On television, Levy was awarded an Emmy for his television debut performance in the PBS special Precious Memories, and in 1992 made his film debut in Spike Lee’s Malcolm X.  That same year saw the production of Ted Levy and Friends, which included Gregory Hines (who directed), Savion Glover, and Jimmy Slyde, among others. He then collaborated with George C. Wolfe and Gregory Hines on the choreography for the Broadway production of Jelly's Last Jam, for which he received a Tony nomination, Drama Desk Award nomination, and Outer Critics Circle Award.


Influenced by Hines, Levy made his directorial debut in 1994 as director of Savion Glover's Dancing Under the Stars at the New York Shakespeare Festival's Delacorte Theater. As a versatile theater artist skilled in acting, sing, and tap dancing, Levy directed the workshop production of Bring in ‘da Noise, Bring in ‘da Funk. When that show, directed by George C. Wolfe, became a smash hit, with a planned move to Broadway in 1996, Levy was charged with recruiting and training young dancers in Savion Glover's hard-hitting rhythm-tap style. In February 1997, eight male students were enrolled in the first three-month course in which Levy taught them the rhythm-tapping styles of such masters as Lon Chaney, Chuck Green, and Jimmy Slyde, who had described the tradition as "the art of sound."

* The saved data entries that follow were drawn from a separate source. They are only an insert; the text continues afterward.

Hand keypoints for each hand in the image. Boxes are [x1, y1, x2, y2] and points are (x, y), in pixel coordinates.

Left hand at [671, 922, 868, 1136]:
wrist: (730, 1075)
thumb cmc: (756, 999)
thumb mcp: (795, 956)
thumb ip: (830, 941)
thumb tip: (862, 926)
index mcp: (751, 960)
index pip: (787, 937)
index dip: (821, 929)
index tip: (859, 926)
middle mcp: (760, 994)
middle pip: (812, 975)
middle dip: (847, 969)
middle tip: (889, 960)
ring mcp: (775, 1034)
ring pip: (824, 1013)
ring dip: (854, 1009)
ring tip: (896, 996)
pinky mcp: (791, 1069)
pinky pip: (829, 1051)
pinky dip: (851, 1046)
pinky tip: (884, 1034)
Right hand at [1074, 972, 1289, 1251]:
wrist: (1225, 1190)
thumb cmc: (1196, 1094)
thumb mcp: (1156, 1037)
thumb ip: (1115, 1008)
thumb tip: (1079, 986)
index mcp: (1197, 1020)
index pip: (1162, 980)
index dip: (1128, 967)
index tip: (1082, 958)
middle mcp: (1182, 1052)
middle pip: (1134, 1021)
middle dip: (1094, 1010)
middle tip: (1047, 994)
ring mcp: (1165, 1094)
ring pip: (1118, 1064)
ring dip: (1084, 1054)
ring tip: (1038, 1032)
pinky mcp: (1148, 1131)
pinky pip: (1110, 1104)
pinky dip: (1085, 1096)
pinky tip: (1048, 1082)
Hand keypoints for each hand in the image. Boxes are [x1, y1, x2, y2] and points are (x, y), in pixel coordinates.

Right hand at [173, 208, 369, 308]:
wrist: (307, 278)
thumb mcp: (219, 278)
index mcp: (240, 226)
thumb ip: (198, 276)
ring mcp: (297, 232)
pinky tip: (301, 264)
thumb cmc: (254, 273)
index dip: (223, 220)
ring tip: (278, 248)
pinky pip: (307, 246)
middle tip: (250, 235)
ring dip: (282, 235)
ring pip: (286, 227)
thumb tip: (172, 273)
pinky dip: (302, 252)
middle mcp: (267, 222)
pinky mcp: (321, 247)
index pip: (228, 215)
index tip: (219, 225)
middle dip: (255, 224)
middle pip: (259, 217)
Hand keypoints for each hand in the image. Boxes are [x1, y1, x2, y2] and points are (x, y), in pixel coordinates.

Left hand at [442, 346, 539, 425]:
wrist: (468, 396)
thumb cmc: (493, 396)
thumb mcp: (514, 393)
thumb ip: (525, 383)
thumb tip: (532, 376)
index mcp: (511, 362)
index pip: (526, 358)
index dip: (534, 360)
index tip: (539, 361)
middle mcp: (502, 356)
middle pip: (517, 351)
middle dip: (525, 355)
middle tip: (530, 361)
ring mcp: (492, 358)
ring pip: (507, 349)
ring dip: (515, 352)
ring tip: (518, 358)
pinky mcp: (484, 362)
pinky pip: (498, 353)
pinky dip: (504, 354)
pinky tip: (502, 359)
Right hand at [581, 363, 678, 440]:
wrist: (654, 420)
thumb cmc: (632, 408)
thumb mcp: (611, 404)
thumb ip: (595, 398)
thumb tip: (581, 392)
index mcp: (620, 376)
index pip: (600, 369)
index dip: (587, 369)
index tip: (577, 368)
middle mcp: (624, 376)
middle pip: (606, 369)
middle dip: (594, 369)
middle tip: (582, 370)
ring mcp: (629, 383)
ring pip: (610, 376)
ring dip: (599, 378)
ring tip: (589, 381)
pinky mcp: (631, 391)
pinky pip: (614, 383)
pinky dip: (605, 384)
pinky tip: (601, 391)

Ted appeared in the movie Bojangles with Gregory Hines, and returned to Broadway as Papa Jack in Susan Stroman & Harry Connick Jr.’s Thou Shalt Not.  Ted portrayed the role of The Mikado in The Ford Theater’s production of The Hot Mikado, for which he won a Helen Hayes Award. Ted’s most recent accomplishments include appearing in Fly, the story of the Tuskegee Airmen; Sammy, the Leslie Bricusse musical about the life of Sammy Davis Jr.; and a 2011 Joseph Jefferson nomination for Best Supporting Actor in a musical. In 2015 Ted was a leading figure in the film documentary Tap World, directed by Dean Hargrove. He continues to be a mentor to this new generation of tap dance artists.